# Assigned task:
From the entries that follow, copy every line with the word "dead".

::::::::::

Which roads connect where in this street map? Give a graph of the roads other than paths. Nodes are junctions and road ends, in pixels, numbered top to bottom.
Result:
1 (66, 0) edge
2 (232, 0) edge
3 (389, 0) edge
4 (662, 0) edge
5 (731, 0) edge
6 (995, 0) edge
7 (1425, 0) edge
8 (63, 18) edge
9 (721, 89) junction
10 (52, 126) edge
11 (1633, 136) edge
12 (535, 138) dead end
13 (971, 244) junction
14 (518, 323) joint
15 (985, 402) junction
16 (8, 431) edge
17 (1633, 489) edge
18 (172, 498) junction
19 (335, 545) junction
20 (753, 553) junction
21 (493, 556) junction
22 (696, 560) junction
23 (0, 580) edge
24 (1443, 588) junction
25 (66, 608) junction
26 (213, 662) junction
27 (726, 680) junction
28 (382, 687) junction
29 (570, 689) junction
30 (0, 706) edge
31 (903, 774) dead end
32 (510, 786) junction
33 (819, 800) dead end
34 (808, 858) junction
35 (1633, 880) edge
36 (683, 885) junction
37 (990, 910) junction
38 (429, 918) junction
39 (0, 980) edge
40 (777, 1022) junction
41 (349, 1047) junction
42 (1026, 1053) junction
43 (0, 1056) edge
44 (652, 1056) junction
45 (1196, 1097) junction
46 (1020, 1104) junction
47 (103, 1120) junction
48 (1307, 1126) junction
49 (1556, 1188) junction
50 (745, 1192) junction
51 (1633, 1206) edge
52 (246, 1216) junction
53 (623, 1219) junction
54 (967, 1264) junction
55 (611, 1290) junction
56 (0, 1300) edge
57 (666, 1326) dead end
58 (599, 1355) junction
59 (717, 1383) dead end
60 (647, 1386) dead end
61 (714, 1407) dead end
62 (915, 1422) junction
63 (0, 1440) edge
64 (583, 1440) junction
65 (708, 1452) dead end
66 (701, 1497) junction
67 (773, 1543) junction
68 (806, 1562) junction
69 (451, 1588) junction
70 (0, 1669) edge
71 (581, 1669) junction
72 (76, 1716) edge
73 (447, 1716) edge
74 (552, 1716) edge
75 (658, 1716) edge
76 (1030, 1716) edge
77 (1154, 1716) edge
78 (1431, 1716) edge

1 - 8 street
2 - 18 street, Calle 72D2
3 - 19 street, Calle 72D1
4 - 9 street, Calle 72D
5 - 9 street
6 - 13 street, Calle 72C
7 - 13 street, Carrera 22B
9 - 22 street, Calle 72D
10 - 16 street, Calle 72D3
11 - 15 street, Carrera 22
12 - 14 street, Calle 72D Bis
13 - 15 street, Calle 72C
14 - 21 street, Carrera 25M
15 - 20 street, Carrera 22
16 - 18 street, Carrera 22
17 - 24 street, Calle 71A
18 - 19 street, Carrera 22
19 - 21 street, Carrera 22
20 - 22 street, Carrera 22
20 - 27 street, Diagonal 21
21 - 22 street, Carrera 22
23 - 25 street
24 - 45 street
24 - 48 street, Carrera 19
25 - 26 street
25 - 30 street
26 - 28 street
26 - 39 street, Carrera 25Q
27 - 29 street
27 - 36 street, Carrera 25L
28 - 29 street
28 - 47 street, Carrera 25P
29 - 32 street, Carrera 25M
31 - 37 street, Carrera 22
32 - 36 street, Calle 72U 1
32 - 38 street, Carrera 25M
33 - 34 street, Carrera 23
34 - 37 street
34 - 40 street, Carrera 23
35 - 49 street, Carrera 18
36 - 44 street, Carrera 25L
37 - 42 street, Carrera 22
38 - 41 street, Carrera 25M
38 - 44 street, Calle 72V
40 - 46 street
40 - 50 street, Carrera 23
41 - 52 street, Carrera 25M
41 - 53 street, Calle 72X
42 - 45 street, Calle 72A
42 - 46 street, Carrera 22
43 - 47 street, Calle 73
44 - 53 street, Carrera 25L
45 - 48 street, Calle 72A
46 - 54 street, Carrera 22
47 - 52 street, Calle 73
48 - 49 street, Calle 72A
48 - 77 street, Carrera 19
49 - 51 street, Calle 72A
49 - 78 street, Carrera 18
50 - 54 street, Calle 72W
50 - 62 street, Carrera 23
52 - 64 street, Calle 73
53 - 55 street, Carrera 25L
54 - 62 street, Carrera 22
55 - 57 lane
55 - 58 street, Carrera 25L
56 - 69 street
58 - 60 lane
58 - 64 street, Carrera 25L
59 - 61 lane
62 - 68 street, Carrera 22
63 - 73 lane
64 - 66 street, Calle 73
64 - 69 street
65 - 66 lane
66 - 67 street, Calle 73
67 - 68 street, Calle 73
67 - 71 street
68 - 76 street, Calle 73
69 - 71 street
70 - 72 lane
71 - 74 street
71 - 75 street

::::::::::

# Output of the task:
12 (535, 138) dead end
31 (903, 774) dead end
33 (819, 800) dead end
57 (666, 1326) dead end
59 (717, 1383) dead end
60 (647, 1386) dead end
61 (714, 1407) dead end
65 (708, 1452) dead end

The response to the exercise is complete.